- Portrayed by: David Ritchie
- Duration: 1995–1997, 1999
- First appearance: 21 November 1995
- Last appearance: 23 February 1999
- Introduced by: John Holmes

= Saul Bennett =

Saul Bennett is a fictional character from the Australian soap opera Home and Away played by David Ritchie. He made his first appearance on 21 November 1995.

==Character development==
Saul is a leader of a religious cult and attempts to lure Selina Cook (Tempany Deckert) into joining the cause. He tells Selina that he wants to help the young people of Yabbie Creek who have lost their way in life and she accepts. But Saul has other plans for Selina. Deckert told a reporter from Inside Soap that "luckily, after only a short while, she realises that all the lines Saul's been feeding her are just lies, so that he can satisfy his filthy needs." However, when Saul's son Alex (Nick Freedman) and Irene Roberts (Lynne McGranger) express their concern, she refuses to listen and becomes "brainwashed" by Saul. The actress added that by telling everyone to leave her alone because she "knows what she is doing" - she ultimately "backed herself into a corner". Then Saul hits Selina and it changes the situation again. Deckert branded Saul a "real weirdo", but felt the storyline was realistic. She explained that many young people are just "looking for something and that's why they get caught up with these sort of things".

==Storylines==
Saul first appears after Selina suffers a miscarriage and influences her with his spirituality and convinces her to join his commune. Saul later kidnaps Selina but is foiled by his son Alex and is later jailed. After being released from jail, Saul Kidnaps Selina again when she and his other son, Joey Rainbow (Alex O'Han) go looking for Irene's surrogate child, Paul at the commune. Saul attempts to murder Selina and himself by setting a room on fire. The whole place is set alight, Selina escapes after being rescued by Joey and Jesse McGregor (Ben Unwin) but Saul is presumed dead.

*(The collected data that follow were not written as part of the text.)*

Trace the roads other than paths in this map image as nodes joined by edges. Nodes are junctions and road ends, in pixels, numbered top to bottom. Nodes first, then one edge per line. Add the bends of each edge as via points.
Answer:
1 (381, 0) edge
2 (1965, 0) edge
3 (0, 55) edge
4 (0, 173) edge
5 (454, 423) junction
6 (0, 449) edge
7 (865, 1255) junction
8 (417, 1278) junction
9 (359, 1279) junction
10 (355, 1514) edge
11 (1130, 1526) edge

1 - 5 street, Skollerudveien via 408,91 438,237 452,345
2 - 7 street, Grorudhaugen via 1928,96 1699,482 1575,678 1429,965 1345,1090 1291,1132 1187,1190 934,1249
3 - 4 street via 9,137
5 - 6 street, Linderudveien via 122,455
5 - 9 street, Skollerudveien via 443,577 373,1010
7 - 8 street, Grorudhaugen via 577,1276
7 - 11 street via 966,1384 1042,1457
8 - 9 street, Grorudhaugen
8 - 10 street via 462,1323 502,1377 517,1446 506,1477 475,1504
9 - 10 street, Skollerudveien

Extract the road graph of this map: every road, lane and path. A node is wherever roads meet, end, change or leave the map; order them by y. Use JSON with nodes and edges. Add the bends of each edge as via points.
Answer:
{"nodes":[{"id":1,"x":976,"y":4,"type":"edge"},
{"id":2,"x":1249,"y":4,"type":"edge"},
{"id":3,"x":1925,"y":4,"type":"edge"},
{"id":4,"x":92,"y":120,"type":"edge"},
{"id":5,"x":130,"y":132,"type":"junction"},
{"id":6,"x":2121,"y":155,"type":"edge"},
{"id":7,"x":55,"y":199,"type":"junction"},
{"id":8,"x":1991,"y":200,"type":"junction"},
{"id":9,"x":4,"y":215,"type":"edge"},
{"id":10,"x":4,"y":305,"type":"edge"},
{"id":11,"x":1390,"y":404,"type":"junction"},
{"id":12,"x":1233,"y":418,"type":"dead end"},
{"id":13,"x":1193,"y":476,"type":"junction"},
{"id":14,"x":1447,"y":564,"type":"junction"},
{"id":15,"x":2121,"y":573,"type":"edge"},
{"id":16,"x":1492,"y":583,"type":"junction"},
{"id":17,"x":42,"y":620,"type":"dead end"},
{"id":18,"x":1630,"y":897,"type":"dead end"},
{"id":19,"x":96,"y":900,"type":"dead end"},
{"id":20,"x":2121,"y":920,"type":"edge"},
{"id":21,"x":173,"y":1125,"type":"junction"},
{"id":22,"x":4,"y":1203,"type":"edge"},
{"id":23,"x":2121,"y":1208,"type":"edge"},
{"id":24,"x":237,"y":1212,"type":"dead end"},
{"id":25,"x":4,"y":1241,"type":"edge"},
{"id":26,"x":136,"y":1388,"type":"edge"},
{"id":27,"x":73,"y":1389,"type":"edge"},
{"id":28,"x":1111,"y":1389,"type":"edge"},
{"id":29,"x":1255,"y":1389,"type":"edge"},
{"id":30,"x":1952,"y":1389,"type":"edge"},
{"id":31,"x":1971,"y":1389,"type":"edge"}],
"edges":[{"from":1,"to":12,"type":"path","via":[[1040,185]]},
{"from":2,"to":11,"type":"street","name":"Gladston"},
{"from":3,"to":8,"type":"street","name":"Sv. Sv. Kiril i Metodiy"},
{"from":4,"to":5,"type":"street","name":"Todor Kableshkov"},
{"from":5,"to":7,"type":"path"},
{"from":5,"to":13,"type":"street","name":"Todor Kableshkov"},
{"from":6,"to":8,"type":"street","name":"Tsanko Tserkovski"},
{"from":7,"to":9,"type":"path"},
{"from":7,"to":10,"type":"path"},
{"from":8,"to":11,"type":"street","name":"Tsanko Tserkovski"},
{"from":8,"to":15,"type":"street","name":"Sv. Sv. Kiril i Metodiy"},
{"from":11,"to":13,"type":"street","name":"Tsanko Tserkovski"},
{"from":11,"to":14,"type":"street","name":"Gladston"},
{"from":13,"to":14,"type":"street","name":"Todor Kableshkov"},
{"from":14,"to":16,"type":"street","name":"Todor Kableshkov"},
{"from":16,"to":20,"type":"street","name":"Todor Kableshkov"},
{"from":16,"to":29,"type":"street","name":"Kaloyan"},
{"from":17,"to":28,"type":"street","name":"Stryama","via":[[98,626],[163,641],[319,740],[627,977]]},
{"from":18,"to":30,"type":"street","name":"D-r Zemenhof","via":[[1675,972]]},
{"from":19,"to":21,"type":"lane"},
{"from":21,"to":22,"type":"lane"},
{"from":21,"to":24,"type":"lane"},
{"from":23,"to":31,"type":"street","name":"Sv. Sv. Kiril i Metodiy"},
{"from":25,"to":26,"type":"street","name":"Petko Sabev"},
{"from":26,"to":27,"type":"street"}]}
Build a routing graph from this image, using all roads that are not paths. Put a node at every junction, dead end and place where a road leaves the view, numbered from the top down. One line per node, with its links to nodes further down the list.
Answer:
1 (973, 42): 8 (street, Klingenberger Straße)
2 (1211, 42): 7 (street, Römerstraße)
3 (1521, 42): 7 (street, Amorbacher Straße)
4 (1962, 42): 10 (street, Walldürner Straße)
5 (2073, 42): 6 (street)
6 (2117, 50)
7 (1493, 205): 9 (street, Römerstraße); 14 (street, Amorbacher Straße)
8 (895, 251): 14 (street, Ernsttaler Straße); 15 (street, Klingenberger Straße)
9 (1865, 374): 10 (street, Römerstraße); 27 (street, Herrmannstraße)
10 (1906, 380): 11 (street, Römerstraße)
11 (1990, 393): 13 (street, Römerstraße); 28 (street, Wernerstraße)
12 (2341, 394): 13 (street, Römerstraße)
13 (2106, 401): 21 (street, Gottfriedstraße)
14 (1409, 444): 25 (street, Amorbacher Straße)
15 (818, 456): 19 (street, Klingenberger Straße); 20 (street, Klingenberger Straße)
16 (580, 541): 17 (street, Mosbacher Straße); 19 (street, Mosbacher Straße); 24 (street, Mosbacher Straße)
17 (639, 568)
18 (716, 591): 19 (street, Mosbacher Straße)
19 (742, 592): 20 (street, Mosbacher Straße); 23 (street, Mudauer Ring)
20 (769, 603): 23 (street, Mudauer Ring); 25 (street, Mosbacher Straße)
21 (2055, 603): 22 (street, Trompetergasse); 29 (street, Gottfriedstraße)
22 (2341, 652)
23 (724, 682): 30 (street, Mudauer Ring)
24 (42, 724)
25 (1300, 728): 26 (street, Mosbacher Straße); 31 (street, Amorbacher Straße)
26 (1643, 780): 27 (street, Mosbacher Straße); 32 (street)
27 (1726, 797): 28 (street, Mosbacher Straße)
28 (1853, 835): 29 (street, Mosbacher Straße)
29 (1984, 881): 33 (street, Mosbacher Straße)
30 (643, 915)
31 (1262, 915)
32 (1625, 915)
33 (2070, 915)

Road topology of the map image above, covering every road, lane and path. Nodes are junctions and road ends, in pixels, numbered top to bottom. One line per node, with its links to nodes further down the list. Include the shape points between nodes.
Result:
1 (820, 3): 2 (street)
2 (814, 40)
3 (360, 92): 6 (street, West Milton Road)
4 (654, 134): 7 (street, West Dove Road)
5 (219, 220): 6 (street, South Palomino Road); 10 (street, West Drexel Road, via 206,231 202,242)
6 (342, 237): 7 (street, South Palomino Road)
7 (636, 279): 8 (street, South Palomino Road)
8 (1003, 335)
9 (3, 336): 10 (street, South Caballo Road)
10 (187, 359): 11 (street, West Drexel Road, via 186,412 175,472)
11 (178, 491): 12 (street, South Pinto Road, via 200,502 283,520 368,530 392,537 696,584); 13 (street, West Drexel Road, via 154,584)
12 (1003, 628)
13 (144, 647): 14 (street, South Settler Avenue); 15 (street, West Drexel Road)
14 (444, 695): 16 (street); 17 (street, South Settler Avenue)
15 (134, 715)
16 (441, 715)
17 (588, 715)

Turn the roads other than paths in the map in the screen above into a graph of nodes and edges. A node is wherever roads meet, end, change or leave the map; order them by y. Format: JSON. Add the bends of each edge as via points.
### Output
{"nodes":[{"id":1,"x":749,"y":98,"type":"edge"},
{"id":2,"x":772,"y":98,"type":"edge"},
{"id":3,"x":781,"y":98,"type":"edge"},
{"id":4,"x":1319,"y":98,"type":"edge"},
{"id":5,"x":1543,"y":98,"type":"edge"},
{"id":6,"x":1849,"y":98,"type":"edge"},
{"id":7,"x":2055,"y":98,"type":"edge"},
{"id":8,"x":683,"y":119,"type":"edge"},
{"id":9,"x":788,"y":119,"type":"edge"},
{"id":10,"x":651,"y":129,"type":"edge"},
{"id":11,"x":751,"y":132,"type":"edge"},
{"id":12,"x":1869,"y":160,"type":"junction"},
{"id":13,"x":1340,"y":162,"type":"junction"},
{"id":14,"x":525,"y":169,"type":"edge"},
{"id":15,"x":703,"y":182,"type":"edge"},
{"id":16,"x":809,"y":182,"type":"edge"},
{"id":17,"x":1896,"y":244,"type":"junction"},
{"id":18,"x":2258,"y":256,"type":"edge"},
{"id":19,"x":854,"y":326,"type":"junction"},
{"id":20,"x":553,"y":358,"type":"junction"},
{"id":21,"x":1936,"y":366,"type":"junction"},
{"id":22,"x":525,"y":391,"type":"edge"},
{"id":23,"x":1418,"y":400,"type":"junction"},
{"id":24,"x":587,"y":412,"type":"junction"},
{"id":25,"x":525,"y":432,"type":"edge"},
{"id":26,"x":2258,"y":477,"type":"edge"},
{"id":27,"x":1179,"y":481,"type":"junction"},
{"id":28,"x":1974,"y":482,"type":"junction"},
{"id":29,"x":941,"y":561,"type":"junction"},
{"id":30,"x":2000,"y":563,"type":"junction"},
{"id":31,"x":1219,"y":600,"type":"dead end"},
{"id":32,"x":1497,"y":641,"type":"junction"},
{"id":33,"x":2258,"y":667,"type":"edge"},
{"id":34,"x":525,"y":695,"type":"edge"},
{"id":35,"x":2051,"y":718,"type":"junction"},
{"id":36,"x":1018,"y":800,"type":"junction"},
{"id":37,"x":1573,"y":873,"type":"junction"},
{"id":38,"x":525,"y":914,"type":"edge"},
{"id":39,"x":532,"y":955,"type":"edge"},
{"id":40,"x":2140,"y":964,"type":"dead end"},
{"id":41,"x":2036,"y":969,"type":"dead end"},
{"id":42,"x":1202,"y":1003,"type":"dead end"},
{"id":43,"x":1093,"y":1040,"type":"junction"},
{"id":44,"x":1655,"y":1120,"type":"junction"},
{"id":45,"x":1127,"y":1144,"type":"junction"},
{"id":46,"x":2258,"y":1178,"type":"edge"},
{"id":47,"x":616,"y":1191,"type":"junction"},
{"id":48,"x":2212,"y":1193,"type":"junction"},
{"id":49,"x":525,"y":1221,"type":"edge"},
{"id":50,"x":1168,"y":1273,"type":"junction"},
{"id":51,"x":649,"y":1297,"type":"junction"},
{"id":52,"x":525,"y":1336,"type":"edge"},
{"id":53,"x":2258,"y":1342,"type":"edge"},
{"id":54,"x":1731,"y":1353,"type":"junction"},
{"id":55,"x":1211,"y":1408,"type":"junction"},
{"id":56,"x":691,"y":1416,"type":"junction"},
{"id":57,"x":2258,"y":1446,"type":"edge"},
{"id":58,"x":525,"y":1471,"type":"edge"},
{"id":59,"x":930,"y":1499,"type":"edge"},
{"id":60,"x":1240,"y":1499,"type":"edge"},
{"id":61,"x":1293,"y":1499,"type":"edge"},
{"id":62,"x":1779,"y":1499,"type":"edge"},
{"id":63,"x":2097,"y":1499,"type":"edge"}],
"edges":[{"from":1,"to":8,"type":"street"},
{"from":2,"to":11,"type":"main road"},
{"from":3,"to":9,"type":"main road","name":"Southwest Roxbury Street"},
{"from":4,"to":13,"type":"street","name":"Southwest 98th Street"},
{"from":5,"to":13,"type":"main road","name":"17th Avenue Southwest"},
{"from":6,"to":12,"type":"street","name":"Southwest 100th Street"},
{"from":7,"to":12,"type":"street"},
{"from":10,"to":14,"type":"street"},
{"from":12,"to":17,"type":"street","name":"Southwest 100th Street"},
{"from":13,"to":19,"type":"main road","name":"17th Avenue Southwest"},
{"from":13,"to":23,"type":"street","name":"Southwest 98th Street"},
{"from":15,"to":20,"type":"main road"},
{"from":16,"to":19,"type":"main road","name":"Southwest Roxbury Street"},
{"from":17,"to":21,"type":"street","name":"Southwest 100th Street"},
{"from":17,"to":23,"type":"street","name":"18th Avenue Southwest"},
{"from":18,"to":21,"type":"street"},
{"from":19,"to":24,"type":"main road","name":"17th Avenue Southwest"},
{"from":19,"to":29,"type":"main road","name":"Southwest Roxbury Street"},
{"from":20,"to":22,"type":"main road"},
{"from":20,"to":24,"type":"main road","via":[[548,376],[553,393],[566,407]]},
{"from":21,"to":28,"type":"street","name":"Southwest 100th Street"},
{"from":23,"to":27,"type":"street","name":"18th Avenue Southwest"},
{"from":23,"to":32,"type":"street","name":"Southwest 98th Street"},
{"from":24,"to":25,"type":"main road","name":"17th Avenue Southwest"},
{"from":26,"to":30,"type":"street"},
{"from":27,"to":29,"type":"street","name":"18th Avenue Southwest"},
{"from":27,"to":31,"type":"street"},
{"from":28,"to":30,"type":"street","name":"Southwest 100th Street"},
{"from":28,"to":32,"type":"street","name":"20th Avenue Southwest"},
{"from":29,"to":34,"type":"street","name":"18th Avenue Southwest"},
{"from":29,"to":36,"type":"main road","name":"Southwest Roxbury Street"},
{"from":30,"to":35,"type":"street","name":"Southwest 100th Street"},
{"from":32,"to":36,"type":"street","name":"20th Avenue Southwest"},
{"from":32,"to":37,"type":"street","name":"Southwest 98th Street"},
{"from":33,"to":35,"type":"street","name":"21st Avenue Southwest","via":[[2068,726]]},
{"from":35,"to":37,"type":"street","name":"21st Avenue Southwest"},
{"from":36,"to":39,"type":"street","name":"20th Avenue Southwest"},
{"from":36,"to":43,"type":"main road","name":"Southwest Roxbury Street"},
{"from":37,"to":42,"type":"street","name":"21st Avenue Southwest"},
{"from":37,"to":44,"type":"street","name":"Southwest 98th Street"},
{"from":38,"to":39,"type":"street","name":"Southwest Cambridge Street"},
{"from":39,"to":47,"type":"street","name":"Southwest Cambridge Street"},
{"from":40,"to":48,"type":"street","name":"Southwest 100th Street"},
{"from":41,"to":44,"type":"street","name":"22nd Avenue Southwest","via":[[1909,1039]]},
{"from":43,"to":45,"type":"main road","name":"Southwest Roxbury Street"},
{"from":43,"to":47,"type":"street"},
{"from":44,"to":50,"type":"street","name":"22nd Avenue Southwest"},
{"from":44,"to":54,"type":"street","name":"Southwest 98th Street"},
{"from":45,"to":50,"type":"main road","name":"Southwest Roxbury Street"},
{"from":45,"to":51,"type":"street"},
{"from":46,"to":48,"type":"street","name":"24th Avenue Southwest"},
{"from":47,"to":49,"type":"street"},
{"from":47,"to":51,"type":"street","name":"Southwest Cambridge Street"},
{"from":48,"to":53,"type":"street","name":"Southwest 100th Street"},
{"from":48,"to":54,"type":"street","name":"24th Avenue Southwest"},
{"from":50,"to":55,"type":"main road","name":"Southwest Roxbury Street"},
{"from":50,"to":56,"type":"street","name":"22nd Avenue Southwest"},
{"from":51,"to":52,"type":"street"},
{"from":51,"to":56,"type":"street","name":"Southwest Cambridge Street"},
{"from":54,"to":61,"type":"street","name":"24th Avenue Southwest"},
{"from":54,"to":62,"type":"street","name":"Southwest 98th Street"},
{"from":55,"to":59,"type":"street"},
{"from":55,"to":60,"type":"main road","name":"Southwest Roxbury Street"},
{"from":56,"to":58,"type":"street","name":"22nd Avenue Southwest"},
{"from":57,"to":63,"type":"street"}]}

On Selina and Steven's wedding day, Saul, who has apparently managed to survive the fire kidnaps Selina, while posing as a chauffeur driving the bridal limousine. Saul hold Selina hostage in a remote hunting lodge in the bush but falls sick. The situation comes to an end when police surround the lodge and rescue Selina. Constable Terri Garner (Alison Standen) arrests Saul but when he reaches inside his pocket she shoots him dead. Saul briefly returns two years later as a ghostly vision on Joey's computer screen when he is suffering from Schizophrenia, instructing him to murder Irene but Joey relents.

==Reception==
Of Saul, Tina Baker writing for Soaplife said, "Home and Away's cult leader Saul was nice Joey Rainbow's dad, but that didn't stop him from brainwashing his devotees, stealing Irene's baby, kidnapping Selina on her wedding day, and trying to force her to have his child...as you do." A columnist from Inside Soap said that Saul was "nuttier than a veggie roast" and cults and fires "go hand-in-hand" in soap operas. They opined Saul was no exception because he was a walking fire hazzard due to his "long white beard and flowing robes". They added that Saul looked just like Gandalf from The Lord of the Rings. Channel 5 viewers in the UK chose the episode in which Joey tries to save Saul following the commune fire as one of its favourite ever Home and Away episodes. A reporter from TV Week said that Saul was one of the show's "worst ever baddies" who had the "biggest death" of 1997. They said that Saul "upped his creepy factor" when he kidnapped Selina, adding that it was the "biggest shock" of 1996.